Amogh Symphony began as the solo project of an Indian musician named Vishal Singh. I’m pretty sure we’ve never written about Amogh Symphony before, though we’ve written on three occasions about another project with which he has been involved — Robots Pulling Levers. Amogh Symphony has recorded a new album (the band’s third) named Vectorscan, which this time is no longer a solo work but a collaboration between Singh, Jim Richman, and Andrey Sazonov.
One of the new songs on the album was posted for streaming on Soundcloud within the last 24 hours. Its title is certainly intriguing: “1289, voyeur will shine, fight for distinction, evolution is mine”. The Soundcloud page includes a lot of information about the album that I read before listening to the song, and that information is certainly intriguing, too. For example:
There are at least 8 guest artists on the album, including vocalist Kasturi Singh, who is Vishal Singh’s mother. The instruments used on the album by Singh or his guests, which were recorded in 8 different studios, include microtonal guitar with bow, Hangs, saxophone, harmonica, violin, accordion, guitar synth, Hawaiian and slide guitars, microtonal trumpet, fretless bass, electric piano, and Santoor-guitar hybrid.
The music also includes a loop of cicadas recorded by Richman in the woods of Virginia. And the lyrics were written by Singh’s late grandmother, musician and singer Labanya Prabha Nath, in 1941 and were taken from her “book of songs”. The full lyrics are printed at this location, though they are mainly in Assamese.
The information summarized above is available in more detail here, with specific notes about each artist’s contributions. Perhaps needless to say, I was extremely curious about the music after reading it — and I had no idea what to expect.
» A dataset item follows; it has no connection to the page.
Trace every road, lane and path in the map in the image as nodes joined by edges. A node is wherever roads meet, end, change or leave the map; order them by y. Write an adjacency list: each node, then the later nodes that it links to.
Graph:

The music is difficult to describe. It’s a head-spinning combination of syncopated rhythms, explosions of tech-metal guitar extravagance, shimmering keyboard ambience and sweeping orchestration, bounding bass noodling, a soaring wordless voice and spoken-word samples, meditative acoustic guitar instrumentals, conjunctions of dissonance and melody, and bursts of chaotic electronic noise. It’s multi-textured and complex, it probably has as much in common with jazz fusion as it does with metal, and somehow it all hangs together. It’s crazy, and crazy good.
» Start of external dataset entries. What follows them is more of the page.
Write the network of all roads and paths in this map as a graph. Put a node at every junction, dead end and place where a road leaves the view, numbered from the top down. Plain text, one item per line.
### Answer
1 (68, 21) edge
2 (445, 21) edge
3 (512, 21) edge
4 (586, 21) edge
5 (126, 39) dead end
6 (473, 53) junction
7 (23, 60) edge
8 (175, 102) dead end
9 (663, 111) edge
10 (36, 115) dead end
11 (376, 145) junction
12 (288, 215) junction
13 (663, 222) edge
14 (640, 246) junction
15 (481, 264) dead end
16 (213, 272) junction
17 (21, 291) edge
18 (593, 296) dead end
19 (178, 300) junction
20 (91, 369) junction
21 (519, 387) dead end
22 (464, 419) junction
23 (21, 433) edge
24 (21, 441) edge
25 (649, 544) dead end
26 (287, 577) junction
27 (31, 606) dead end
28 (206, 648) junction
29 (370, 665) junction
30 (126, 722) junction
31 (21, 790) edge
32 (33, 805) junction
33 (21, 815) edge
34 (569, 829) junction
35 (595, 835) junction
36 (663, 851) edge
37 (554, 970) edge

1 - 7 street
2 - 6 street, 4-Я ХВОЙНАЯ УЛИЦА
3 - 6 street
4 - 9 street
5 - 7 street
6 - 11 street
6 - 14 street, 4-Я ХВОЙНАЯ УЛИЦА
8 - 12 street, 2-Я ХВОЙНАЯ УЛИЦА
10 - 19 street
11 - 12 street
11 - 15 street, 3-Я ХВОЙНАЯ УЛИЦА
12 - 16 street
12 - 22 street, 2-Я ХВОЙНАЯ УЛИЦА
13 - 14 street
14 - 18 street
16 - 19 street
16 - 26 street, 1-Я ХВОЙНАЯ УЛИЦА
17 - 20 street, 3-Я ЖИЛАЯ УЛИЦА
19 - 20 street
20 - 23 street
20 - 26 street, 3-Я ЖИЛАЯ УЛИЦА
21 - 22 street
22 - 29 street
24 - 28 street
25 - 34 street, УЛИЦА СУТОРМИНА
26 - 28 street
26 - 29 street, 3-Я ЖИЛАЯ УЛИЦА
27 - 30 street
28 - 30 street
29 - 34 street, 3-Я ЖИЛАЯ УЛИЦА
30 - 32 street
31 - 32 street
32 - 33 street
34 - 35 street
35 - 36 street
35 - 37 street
Vectorscan was mixed by Singh and mastered for CD by Richman (who among other things also performed on drums — real ones, without sound replacement). The album is available for pre-sale here. The song is below.
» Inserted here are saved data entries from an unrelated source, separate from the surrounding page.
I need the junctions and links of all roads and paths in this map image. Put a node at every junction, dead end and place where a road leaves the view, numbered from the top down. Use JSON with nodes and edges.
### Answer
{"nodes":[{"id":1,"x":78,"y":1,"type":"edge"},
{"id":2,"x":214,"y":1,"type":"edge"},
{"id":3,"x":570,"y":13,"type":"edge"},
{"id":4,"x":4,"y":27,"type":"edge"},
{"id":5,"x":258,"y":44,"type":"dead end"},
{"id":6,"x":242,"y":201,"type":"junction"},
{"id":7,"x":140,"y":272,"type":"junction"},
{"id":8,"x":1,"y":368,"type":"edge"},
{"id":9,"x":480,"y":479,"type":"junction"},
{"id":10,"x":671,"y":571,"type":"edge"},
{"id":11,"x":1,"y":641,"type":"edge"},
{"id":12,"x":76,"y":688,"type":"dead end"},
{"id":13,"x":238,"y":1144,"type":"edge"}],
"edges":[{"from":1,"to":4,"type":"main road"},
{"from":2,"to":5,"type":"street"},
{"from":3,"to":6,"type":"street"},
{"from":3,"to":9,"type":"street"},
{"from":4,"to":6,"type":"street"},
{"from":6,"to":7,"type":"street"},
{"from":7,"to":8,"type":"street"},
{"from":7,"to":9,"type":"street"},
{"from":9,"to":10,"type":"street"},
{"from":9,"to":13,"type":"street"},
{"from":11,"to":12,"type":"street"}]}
I thought we were past the days of overly long obtuse names. That said there’s some very adventurous genre-blending here.
I’ve learned something about the song titles, but will let the band reveal their meaning in due course. 🙂
This reminds me of Estradasphere (if they were taking themselves seriously)
or Valerian Swing (Italian mathy instrumental ish)
More the former than the latter. Weird but good stuff!
I am really confused about what i just heard but it sounds awesome for sure.